WHAT YOU NEED TO DO: Copy each line of the data beneath in which the word "junction" appears.

SUPPLIED ENTRIES:
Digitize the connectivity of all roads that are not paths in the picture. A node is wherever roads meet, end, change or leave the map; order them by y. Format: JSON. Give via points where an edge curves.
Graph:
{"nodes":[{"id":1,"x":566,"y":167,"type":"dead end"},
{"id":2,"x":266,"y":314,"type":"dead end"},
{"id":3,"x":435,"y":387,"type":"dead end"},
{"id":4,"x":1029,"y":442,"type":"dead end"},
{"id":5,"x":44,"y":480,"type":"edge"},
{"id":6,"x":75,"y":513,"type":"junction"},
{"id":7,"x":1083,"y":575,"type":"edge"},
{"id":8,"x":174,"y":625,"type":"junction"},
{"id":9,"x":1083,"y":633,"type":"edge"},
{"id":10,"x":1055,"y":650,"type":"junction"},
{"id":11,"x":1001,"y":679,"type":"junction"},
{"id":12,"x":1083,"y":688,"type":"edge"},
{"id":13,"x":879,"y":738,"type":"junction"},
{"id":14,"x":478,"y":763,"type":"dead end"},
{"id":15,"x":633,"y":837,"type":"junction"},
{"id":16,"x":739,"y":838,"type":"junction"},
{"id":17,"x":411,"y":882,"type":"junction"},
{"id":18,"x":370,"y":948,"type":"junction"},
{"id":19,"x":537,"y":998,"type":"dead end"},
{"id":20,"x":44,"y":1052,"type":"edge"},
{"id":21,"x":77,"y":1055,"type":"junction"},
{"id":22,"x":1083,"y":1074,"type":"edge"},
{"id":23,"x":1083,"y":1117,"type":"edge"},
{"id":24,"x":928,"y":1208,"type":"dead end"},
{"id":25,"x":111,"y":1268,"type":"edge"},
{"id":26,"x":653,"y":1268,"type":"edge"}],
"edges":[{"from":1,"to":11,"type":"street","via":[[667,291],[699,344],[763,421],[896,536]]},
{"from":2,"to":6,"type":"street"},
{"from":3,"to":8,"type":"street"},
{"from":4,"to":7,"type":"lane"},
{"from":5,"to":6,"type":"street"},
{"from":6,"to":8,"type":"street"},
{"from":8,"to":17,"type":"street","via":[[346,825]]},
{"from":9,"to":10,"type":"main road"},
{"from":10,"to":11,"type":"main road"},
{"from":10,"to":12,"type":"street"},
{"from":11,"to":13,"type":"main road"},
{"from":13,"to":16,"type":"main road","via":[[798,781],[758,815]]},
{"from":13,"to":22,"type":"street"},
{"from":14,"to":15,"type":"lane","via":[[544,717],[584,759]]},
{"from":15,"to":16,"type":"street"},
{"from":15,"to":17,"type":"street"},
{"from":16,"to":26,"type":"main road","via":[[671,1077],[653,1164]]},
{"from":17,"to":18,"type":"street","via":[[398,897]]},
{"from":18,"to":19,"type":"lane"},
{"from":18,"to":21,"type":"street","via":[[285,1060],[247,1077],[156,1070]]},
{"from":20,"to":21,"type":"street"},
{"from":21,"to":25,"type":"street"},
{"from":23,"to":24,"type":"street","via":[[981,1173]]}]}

PROBLEM SOLUTION:
{"id":6,"x":75,"y":513,"type":"junction"},
{"id":8,"x":174,"y":625,"type":"junction"},
{"id":10,"x":1055,"y":650,"type":"junction"},
{"id":11,"x":1001,"y":679,"type":"junction"},
{"id":13,"x":879,"y":738,"type":"junction"},
{"id":15,"x":633,"y":837,"type":"junction"},
{"id":16,"x":739,"y":838,"type":"junction"},
{"id":17,"x":411,"y":882,"type":"junction"},
{"id":18,"x":370,"y":948,"type":"junction"},
{"id":21,"x":77,"y":1055,"type":"junction"},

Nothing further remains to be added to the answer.